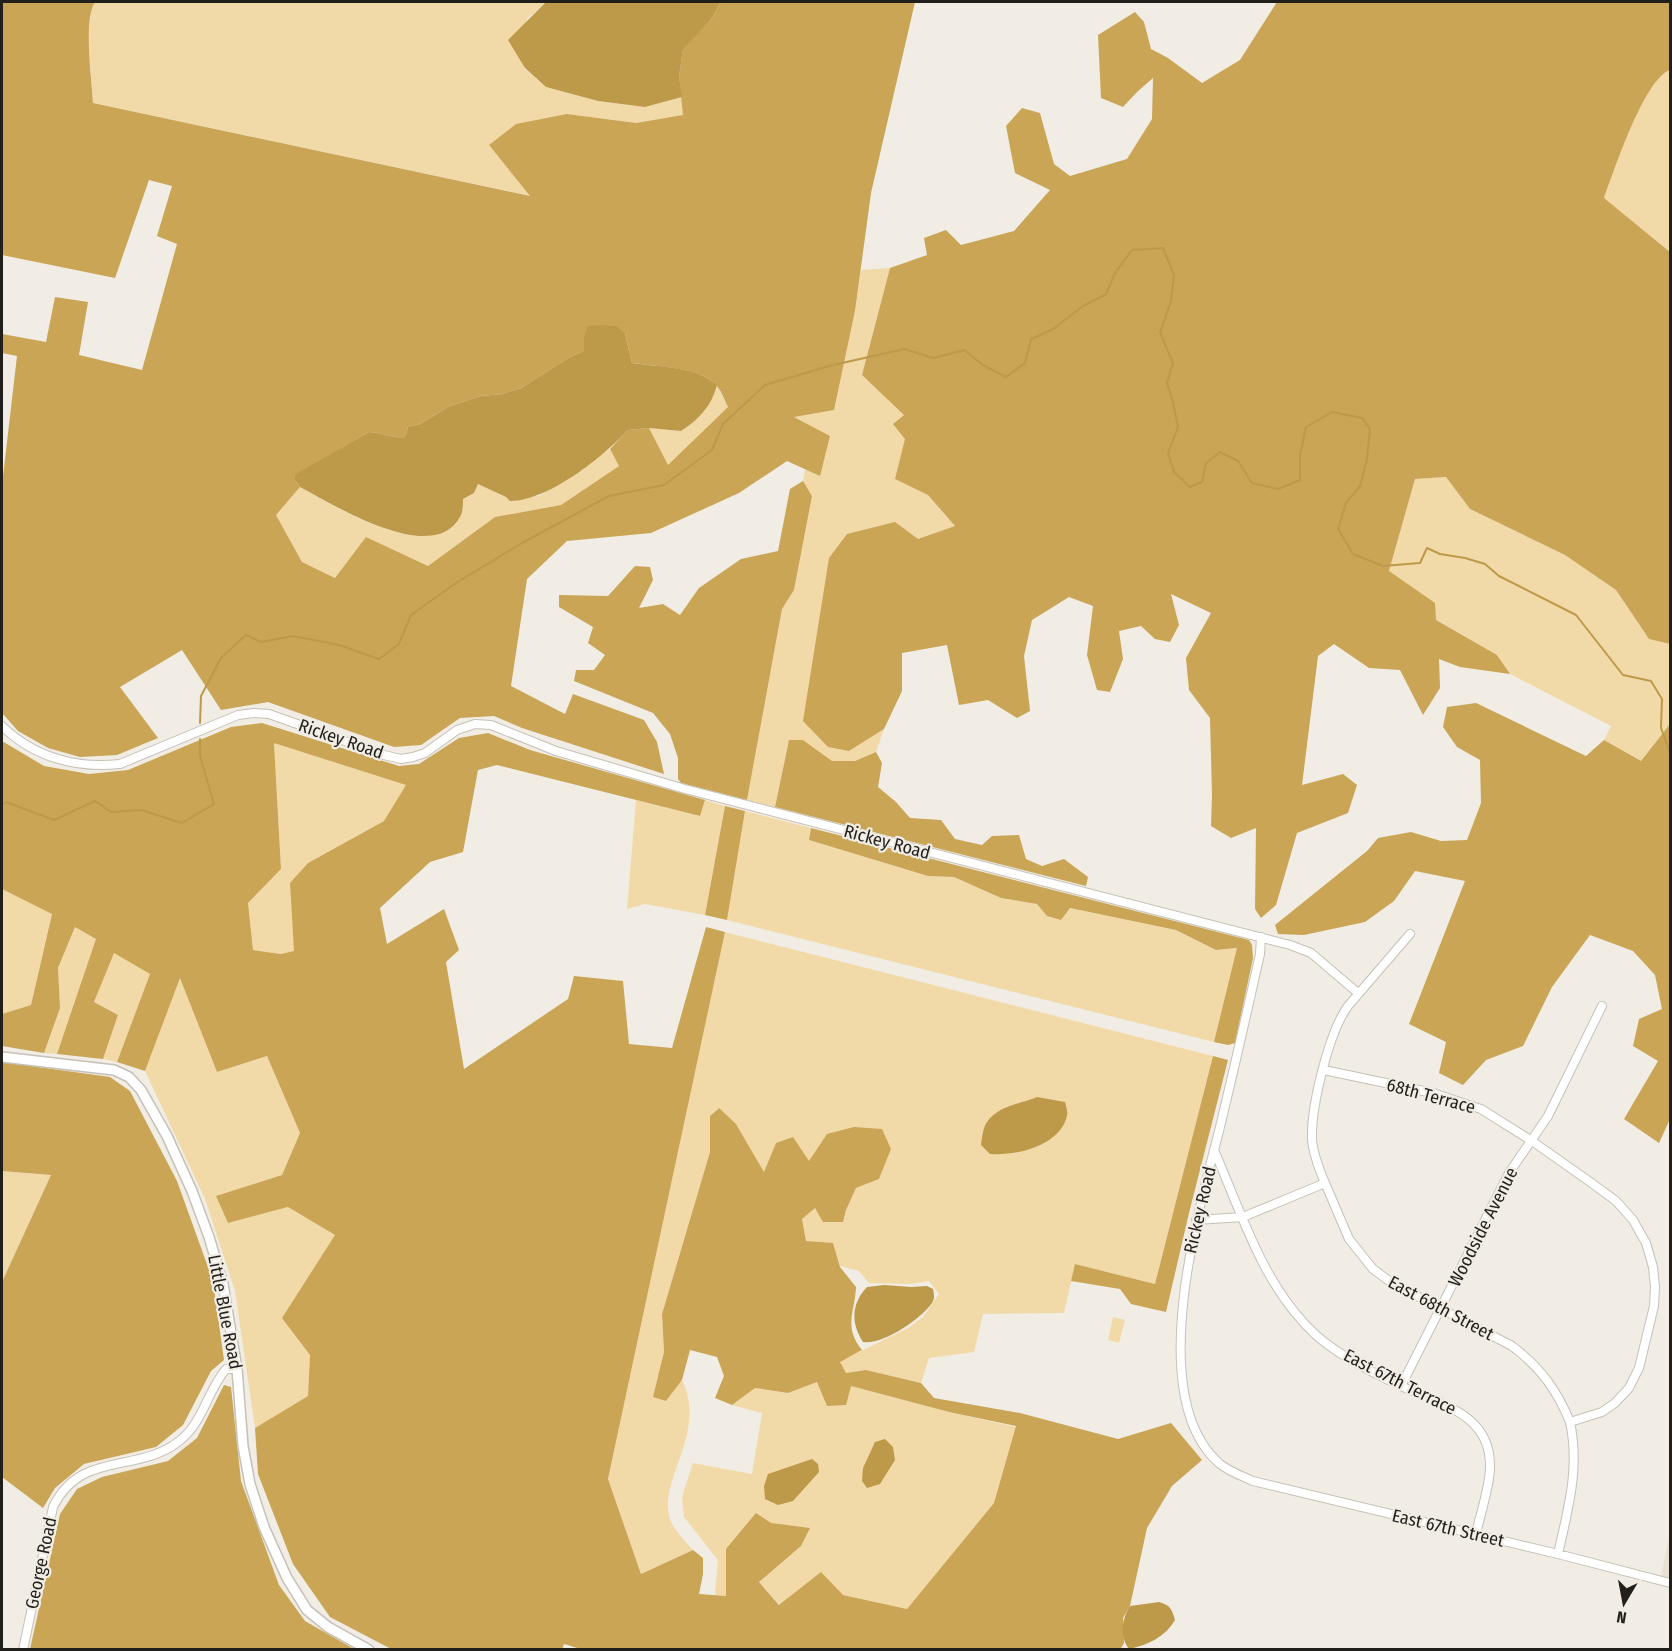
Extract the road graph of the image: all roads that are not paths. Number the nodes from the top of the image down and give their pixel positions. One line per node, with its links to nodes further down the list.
1 (2, 726): 3 (street, Rickey Road)
2 (1410, 934): 4 (street, East 68th Street)
3 (1261, 937): 4 (street); 9 (street, Rickey Road)
4 (1358, 993): 7 (street, East 68th Street)
5 (1602, 1006): 8 (street, Woodside Avenue)
6 (2, 1057): 14 (street, Little Blue Road)
7 (1324, 1070): 8 (street, 68th Terrace); 10 (street, East 68th Street)
8 (1532, 1141): 13 (street, Woodside Avenue); 16 (street, 68th Terrace)
9 (1214, 1150): 11 (street, East 67th Terrace); 12 (street, Rickey Road)
10 (1325, 1183): 11 (street); 13 (street, East 68th Street)
11 (1243, 1217): 12 (street); 15 (street, East 67th Terrace)
12 (1196, 1221): 17 (street, Rickey Road)
13 (1441, 1309): 15 (street, Woodside Avenue); 16 (street, East 68th Street)
14 (237, 1369): 21 (street, George Road); 22 (street, Little Blue Road)
15 (1401, 1386): 18 (street, East 67th Terrace)
16 (1570, 1422): 19 (street, East 68th Street)
17 (1227, 1469): 18 (street, East 67th Street)
18 (1476, 1534): 19 (street, East 67th Street)
19 (1558, 1554): 20 (street, East 67th Street)
20 (1671, 1583)
21 (23, 1650)
22 (369, 1650)

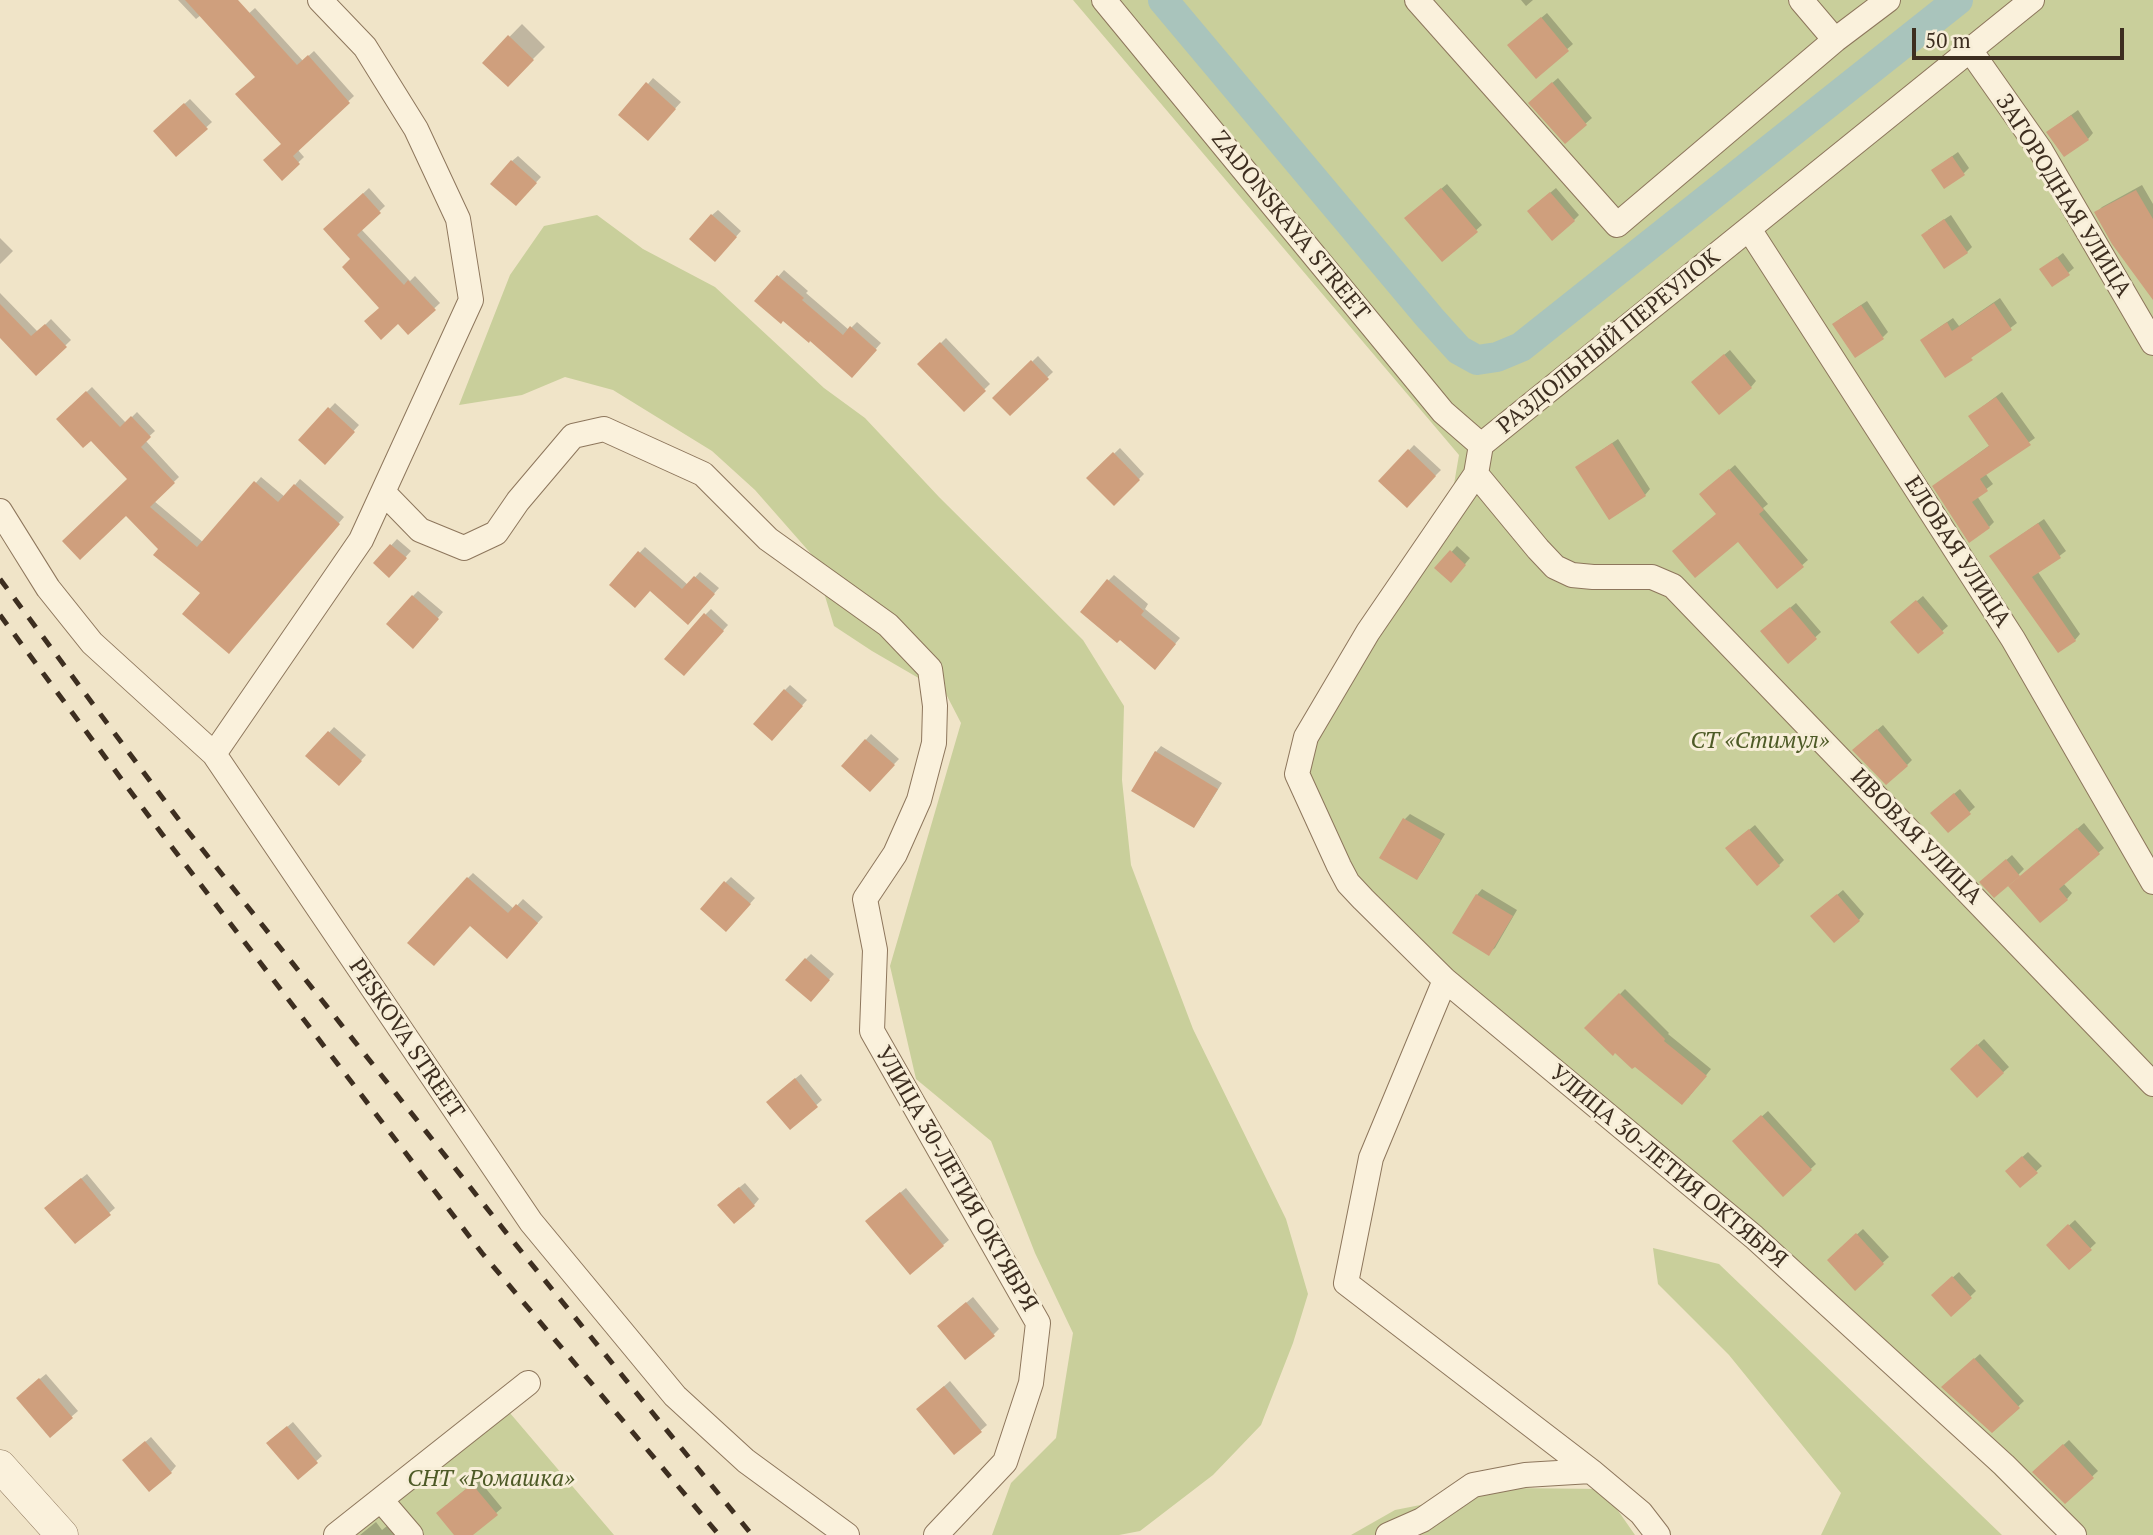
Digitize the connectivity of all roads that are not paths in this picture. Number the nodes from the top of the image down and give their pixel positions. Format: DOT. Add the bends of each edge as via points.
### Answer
graph roads {
  1 [pos="320,0"];
  2 [pos="1104,0"];
  3 [pos="1417,0"];
  4 [pos="1801,0"];
  5 [pos="1888,0"];
  6 [pos="2032,0"];
  7 [pos="1835,40"];
  8 [pos="1970,50"];
  9 [pos="1749,229"];
  10 [pos="2153,343"];
  11 [pos="1481,445"];
  12 [pos="1476,474"];
  13 [pos="383,492"];
  14 [pos="0,511"];
  15 [pos="214,754"];
  16 [pos="1297,774"];
  17 [pos="2153,882"];
  18 [pos="1445,980"];
  19 [pos="2153,1084"];
  20 [pos="528,1383"];
  21 [pos="0,1466"];
  22 [pos="1591,1471"];
  23 [pos="381,1500"];
  24 [pos="1429,1527"];
  25 [pos="62,1535"];
  26 [pos="336,1535"];
  27 [pos="411,1535"];
  28 [pos="847,1535"];
  29 [pos="936,1535"];
  30 [pos="1388,1535"];
  31 [pos="1658,1535"];
  32 [pos="2074,1535"];
  1 -- 13 [label="street" via="365,47 416,129 458,219 471,300"];
  2 -- 11 [label="street, ZADONSKAYA STREET" via="1443,412"];
  3 -- 7 [label="street" via="1617,225"];
  4 -- 7 [label="street"];
  5 -- 7 [label="street"];
  6 -- 8 [label="street, РАЗДОЛЬНЫЙ ПЕРЕУЛОК"];
  8 -- 9 [label="street, РАЗДОЛЬНЫЙ ПЕРЕУЛОК"];
  8 -- 10 [label="street, ЗАГОРОДНАЯ УЛИЦА" via="2041,151"];
  9 -- 11 [label="street, РАЗДОЛЬНЫЙ ПЕРЕУЛОК"];
  9 -- 17 [label="street, ЕЛОВАЯ УЛИЦА" via="2013,639"];
  11 -- 12 [label="street, РАЗДОЛЬНЫЙ ПЕРЕУЛОК"];
  12 -- 16 [label="street, РАЗДОЛЬНЫЙ ПЕРЕУЛОК" via="1368,632 1306,737"];
  12 -- 19 [label="street, ИВОВАЯ УЛИЦА" via="1555,567 1572,575 1652,577 1673,586"];
  13 -- 15 [label="street" via="361,540"];
  13 -- 29 [label="street, УЛИЦА 30-ЛЕТИЯ ОКТЯБРЯ" via="420,530 464,548 496,533 573,436 604,429 703,474 768,539 888,625 930,669 934,743 919,800 895,854 865,899 875,950 872,1031 1038,1323 1031,1383 1005,1462"];
  14 -- 15 [label="street, PESKOVA STREET" via="48,588 92,643"];
  15 -- 28 [label="street, PESKOVA STREET" via="531,1222 675,1396 746,1461"];
  16 -- 18 [label="street, УЛИЦА 30-ЛЕТИЯ ОКТЯБРЯ" via="1348,883"];
  18 -- 22 [label="street" via="1371,1158 1346,1283"];
  18 -- 32 [label="street, УЛИЦА 30-ЛЕТИЯ ОКТЯБРЯ" via="1754,1237 2004,1465"];
  20 -- 23 [label="street"];
  21 -- 25 [label="street"];
  22 -- 24 [label="street" via="1525,1475 1473,1485"];
  22 -- 31 [label="street" via="1641,1513"];
  23 -- 26 [label="street"];
  23 -- 27 [label="street"];
  24 -- 30 [label="street"];
}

-------

### Task description
Wherever the string "roads" appears in a line of the records, copy that line.

### Worked solution
Extract the road graph of the image: all roads that are not paths. Number the nodes from the top of the image down and give their pixel positions. One line per node, with its links to nodes further down the list.
Digitize the connectivity of all roads that are not paths in this picture. Number the nodes from the top of the image down and give their pixel positions. Format: DOT. Add the bends of each edge as via points.
graph roads {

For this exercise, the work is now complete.